- _PROMPT_
Copy out every record exactly.

[SOURCE MATERIAL]

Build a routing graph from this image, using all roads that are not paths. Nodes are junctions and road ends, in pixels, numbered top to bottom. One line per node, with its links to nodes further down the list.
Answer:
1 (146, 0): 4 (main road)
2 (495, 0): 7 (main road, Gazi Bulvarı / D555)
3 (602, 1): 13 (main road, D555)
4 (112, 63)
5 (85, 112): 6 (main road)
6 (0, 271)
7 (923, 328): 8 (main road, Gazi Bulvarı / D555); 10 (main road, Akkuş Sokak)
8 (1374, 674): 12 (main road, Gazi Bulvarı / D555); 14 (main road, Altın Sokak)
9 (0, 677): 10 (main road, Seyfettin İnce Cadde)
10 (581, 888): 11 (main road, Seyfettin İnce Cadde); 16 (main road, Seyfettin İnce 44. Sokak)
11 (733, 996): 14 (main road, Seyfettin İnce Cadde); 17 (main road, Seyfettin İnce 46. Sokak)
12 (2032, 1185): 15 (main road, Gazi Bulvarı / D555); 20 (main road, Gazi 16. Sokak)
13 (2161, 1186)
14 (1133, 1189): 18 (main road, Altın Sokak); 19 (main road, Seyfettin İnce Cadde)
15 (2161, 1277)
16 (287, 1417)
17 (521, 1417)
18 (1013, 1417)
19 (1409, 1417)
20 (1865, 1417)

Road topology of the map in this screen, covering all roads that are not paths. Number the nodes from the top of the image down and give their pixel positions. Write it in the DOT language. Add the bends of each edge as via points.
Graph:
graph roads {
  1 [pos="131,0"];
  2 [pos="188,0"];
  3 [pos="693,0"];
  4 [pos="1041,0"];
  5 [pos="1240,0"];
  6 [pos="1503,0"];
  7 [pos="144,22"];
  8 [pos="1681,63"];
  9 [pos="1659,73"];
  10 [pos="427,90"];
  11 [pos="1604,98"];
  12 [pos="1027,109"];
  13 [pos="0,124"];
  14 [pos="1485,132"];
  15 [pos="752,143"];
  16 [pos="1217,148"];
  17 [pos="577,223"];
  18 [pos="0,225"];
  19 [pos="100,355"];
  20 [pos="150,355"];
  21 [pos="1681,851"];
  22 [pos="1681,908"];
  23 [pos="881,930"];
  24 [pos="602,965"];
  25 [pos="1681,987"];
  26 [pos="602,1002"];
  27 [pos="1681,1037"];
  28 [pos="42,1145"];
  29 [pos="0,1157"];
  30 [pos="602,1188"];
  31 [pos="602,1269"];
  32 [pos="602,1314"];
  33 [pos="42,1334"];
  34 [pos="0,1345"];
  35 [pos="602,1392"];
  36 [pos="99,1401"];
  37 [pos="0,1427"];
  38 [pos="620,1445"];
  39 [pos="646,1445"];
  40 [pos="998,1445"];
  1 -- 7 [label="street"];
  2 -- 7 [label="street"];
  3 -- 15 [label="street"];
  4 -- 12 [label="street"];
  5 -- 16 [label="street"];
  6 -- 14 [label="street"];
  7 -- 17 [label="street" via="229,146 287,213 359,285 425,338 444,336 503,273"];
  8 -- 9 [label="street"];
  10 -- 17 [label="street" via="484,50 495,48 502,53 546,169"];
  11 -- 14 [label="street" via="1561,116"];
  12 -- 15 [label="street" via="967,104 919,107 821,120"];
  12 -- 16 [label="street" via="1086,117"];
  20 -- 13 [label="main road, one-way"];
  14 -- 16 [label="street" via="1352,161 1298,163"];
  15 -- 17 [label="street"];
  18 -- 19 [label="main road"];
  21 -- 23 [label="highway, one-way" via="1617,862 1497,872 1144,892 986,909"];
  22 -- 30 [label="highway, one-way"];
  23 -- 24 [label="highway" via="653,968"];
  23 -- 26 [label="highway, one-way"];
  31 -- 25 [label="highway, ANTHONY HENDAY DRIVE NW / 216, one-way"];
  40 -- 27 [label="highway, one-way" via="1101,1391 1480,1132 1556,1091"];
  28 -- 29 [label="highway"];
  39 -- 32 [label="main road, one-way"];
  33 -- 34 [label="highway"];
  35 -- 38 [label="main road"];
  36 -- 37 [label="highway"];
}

[/SOURCE MATERIAL]

- _REPLY TO THE TASK_
Build a routing graph from this image, using all roads that are not paths. Nodes are junctions and road ends, in pixels, numbered top to bottom. One line per node, with its links to nodes further down the list.
Answer:
1 (146, 0): 4 (main road)
2 (495, 0): 7 (main road, Gazi Bulvarı / D555)
3 (602, 1): 13 (main road, D555)
4 (112, 63)
5 (85, 112): 6 (main road)
6 (0, 271)
7 (923, 328): 8 (main road, Gazi Bulvarı / D555); 10 (main road, Akkuş Sokak)
8 (1374, 674): 12 (main road, Gazi Bulvarı / D555); 14 (main road, Altın Sokak)
9 (0, 677): 10 (main road, Seyfettin İnce Cadde)
10 (581, 888): 11 (main road, Seyfettin İnce Cadde); 16 (main road, Seyfettin İnce 44. Sokak)
11 (733, 996): 14 (main road, Seyfettin İnce Cadde); 17 (main road, Seyfettin İnce 46. Sokak)
12 (2032, 1185): 15 (main road, Gazi Bulvarı / D555); 20 (main road, Gazi 16. Sokak)
13 (2161, 1186)
14 (1133, 1189): 18 (main road, Altın Sokak); 19 (main road, Seyfettin İnce Cadde)
15 (2161, 1277)
16 (287, 1417)
17 (521, 1417)
18 (1013, 1417)
19 (1409, 1417)
20 (1865, 1417)

Road topology of the map in this screen, covering all roads that are not paths. Number the nodes from the top of the image down and give their pixel positions. Write it in the DOT language. Add the bends of each edge as via points.
Graph:
graph roads {
  1 [pos="131,0"];
  2 [pos="188,0"];
  3 [pos="693,0"];
  4 [pos="1041,0"];
  5 [pos="1240,0"];
  6 [pos="1503,0"];
  7 [pos="144,22"];
  8 [pos="1681,63"];
  9 [pos="1659,73"];
  10 [pos="427,90"];
  11 [pos="1604,98"];
  12 [pos="1027,109"];
  13 [pos="0,124"];
  14 [pos="1485,132"];
  15 [pos="752,143"];
  16 [pos="1217,148"];
  17 [pos="577,223"];
  18 [pos="0,225"];
  19 [pos="100,355"];
  20 [pos="150,355"];
  21 [pos="1681,851"];
  22 [pos="1681,908"];
  23 [pos="881,930"];
  24 [pos="602,965"];
  25 [pos="1681,987"];
  26 [pos="602,1002"];
  27 [pos="1681,1037"];
  28 [pos="42,1145"];
  29 [pos="0,1157"];
  30 [pos="602,1188"];
  31 [pos="602,1269"];
  32 [pos="602,1314"];
  33 [pos="42,1334"];
  34 [pos="0,1345"];
  35 [pos="602,1392"];
  36 [pos="99,1401"];
  37 [pos="0,1427"];
  38 [pos="620,1445"];
  39 [pos="646,1445"];
  40 [pos="998,1445"];
  1 -- 7 [label="street"];
  2 -- 7 [label="street"];
  3 -- 15 [label="street"];
  4 -- 12 [label="street"];
  5 -- 16 [label="street"];
  6 -- 14 [label="street"];
  7 -- 17 [label="street" via="229,146 287,213 359,285 425,338 444,336 503,273"];
  8 -- 9 [label="street"];
  10 -- 17 [label="street" via="484,50 495,48 502,53 546,169"];
  11 -- 14 [label="street" via="1561,116"];
  12 -- 15 [label="street" via="967,104 919,107 821,120"];
  12 -- 16 [label="street" via="1086,117"];
  20 -- 13 [label="main road, one-way"];
  14 -- 16 [label="street" via="1352,161 1298,163"];
  15 -- 17 [label="street"];
  18 -- 19 [label="main road"];
  21 -- 23 [label="highway, one-way" via="1617,862 1497,872 1144,892 986,909"];
  22 -- 30 [label="highway, one-way"];
  23 -- 24 [label="highway" via="653,968"];
  23 -- 26 [label="highway, one-way"];
  31 -- 25 [label="highway, ANTHONY HENDAY DRIVE NW / 216, one-way"];
  40 -- 27 [label="highway, one-way" via="1101,1391 1480,1132 1556,1091"];
  28 -- 29 [label="highway"];
  39 -- 32 [label="main road, one-way"];
  33 -- 34 [label="highway"];
  35 -- 38 [label="main road"];
  36 -- 37 [label="highway"];
}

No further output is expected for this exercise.